There's also a Greasemonkey script for Firefox that can automatically add Google Cache links next to page links, so you can navigate from one cached page to another easier.
Backups must be:
1) Automated - if you need human intervention, it will fail
2) Point-in-time - the system must be able to provide restores for a set of times, as fitting for the turn around on your data. A good default is: daily backups for a week, weekly for a month, and monthly for a year
3) TESTED: You must fully test the restoration process (if this can be automated, even better). Backups that you can't restore from a bare machine are worthless.
For better disaster recovery, backups should be:
4) offsite - if a fire or tornado hits, is the backup somewhere else?
5) easily accessible - how long will it take to get the restore going?
Not quite.

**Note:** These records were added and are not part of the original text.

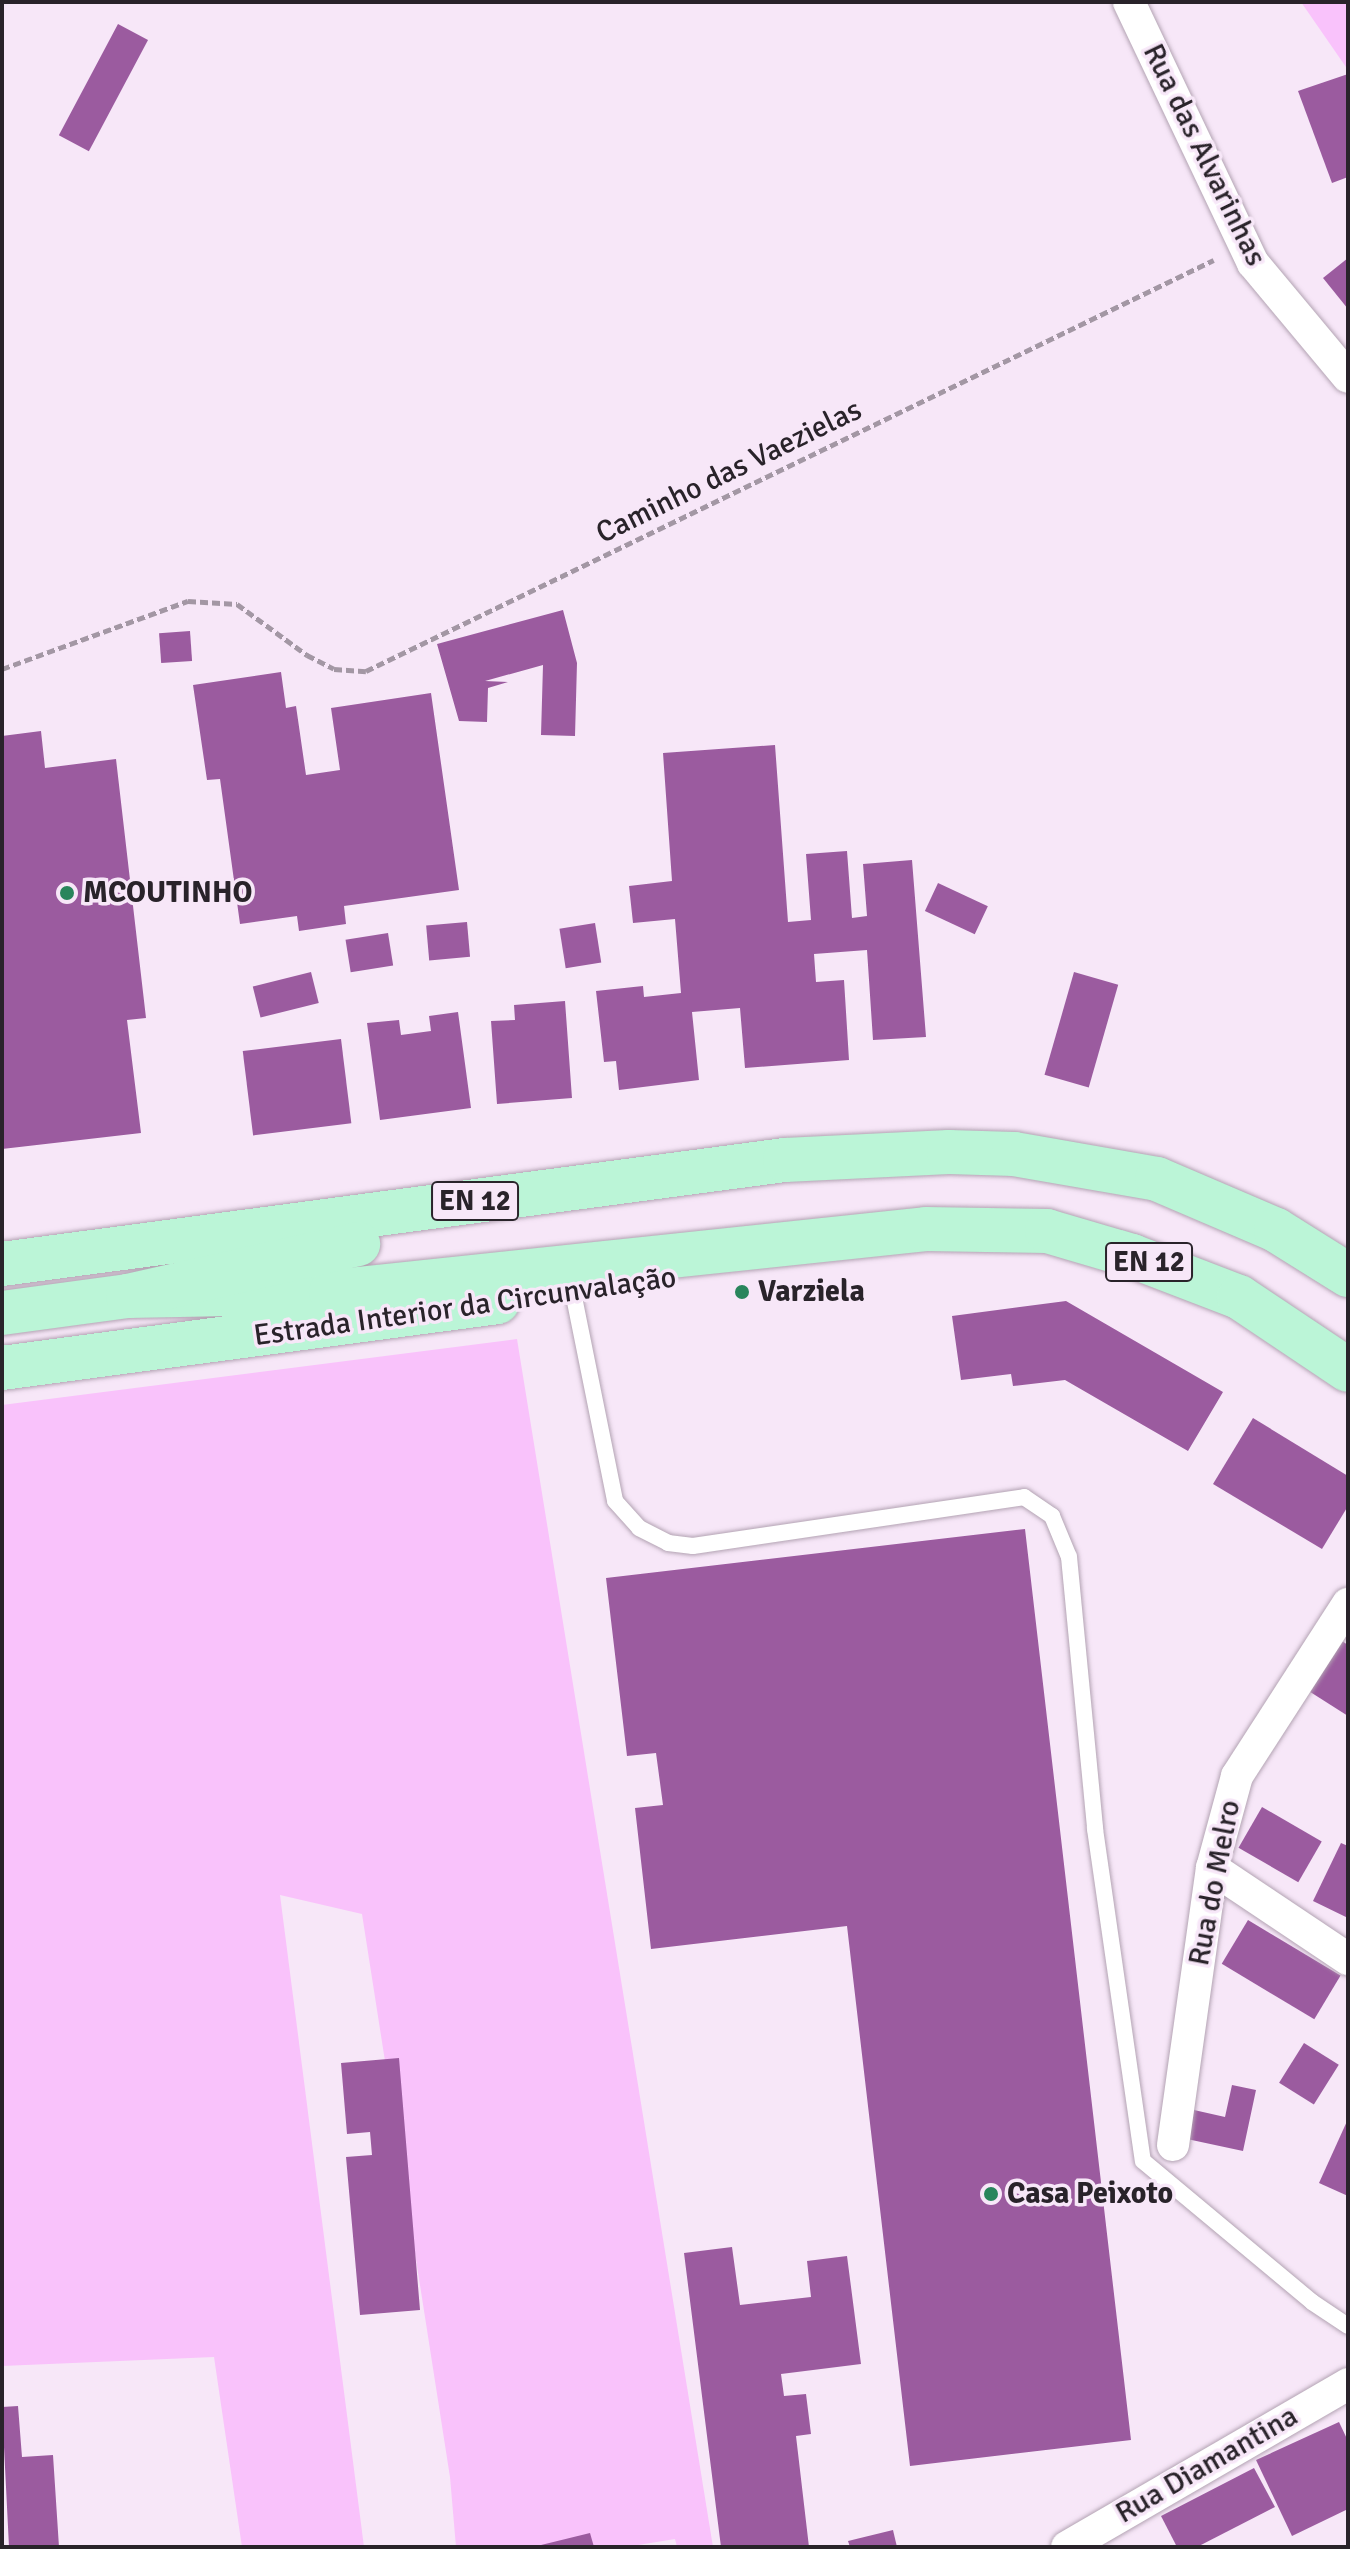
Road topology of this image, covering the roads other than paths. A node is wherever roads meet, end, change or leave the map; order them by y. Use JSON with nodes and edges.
{"nodes":[{"id":1,"x":1129,"y":2,"type":"edge"},
{"id":2,"x":1348,"y":377,"type":"edge"},
{"id":3,"x":949,"y":1152,"type":"junction"},
{"id":4,"x":926,"y":1229,"type":"junction"},
{"id":5,"x":2,"y":1264,"type":"edge"},
{"id":6,"x":1348,"y":1275,"type":"edge"},
{"id":7,"x":573,"y":1292,"type":"junction"},
{"id":8,"x":128,"y":1296,"type":"junction"},
{"id":9,"x":2,"y":1313,"type":"edge"},
{"id":10,"x":2,"y":1368,"type":"edge"},
{"id":11,"x":1348,"y":1370,"type":"edge"},
{"id":12,"x":1348,"y":1604,"type":"edge"},
{"id":13,"x":1212,"y":1868,"type":"junction"},
{"id":14,"x":1348,"y":1959,"type":"edge"},
{"id":15,"x":1173,"y":2145,"type":"dead end"},
{"id":16,"x":1348,"y":2326,"type":"edge"},
{"id":17,"x":1348,"y":2384,"type":"edge"},
{"id":18,"x":1067,"y":2547,"type":"edge"}],
"edges":[{"from":1,"to":2,"type":"street","name":"Rua das Alvarinhas"},
{"from":3,"to":5,"type":"main road","number":"EN 12"},
{"from":3,"to":6,"type":"main road","number":"EN 12"},
{"from":3,"to":8,"type":"main road","number":"EN 12"},
{"from":4,"to":7,"type":"main road","name":"Estrada Interior da Circunvalação","number":"EN 12"},
{"from":4,"to":8,"type":"main road","name":"Estrada Interior da Circunvalação","number":"EN 12"},
{"from":4,"to":11,"type":"main road","name":"Estrada Interior da Circunvalação","number":"EN 12"},
{"from":7,"to":10,"type":"main road","name":"Estrada Interior da Circunvalação","number":"EN 12"},
{"from":7,"to":16,"type":"lane"},
{"from":8,"to":9,"type":"main road","number":"EN 12"},
{"from":12,"to":13,"type":"street","name":"Rua do Melro"},
{"from":13,"to":14,"type":"street"},
{"from":13,"to":15,"type":"street","name":"Rua do Melro"},
{"from":17,"to":18,"type":"street","name":"Rua Diamantina"}]}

Backing up a live database can be a bit tricky. By the time you finish copying part of the database, the first bit can change again. So you have to create a snapshot of some kind. And that has to be supported in the database setup (at the application or server level) in order for the backup to be in a consistent state. And you don't want your backup process to degrade site performance, either. So a simple file copy is totally inadequate.
A common solution is replication. Backup is then performed by creating a replication point on the slave database machine then taking a snapshot and copying that while while master database machine continues serving at full speed. Replication can then catch up when the backup is complete. Another advantage to having replication is duplication on the machine level -- if the master fails, go live to the slave with minimal to no downtime. Set both machines up in a master-master configuration and you can swap back and forth as needed, allowing live maintenance and backup with no performance degredation.
Be relentless!
*BZZZZT*
The GP was 100% correct. If you had kept reading, you'd see that the suggestion was to use replication so you can lock the DB into a consistent state while backing up. When the backup is done, the box starts replicating again. If you didn't have the backup box, you'd have to lock the production database while your backup was going on.
He was suggesting replication purely as a way to avoid having to pause the application during backup, not as the backup it's self.
Comment forecast: Bits of genius surrounded by a sea of mediocrity.
ACID compliant databases use a log, much like a filesystem journal, that contains all the changes made to the database before those changes were actually written out to the main database storage. When you back up the raw database, you back up all the logs since at least the time you started backup up the raw files until the time the backup was finished, and when you need to restore the database you put the raw data back and then let the database replay the logs.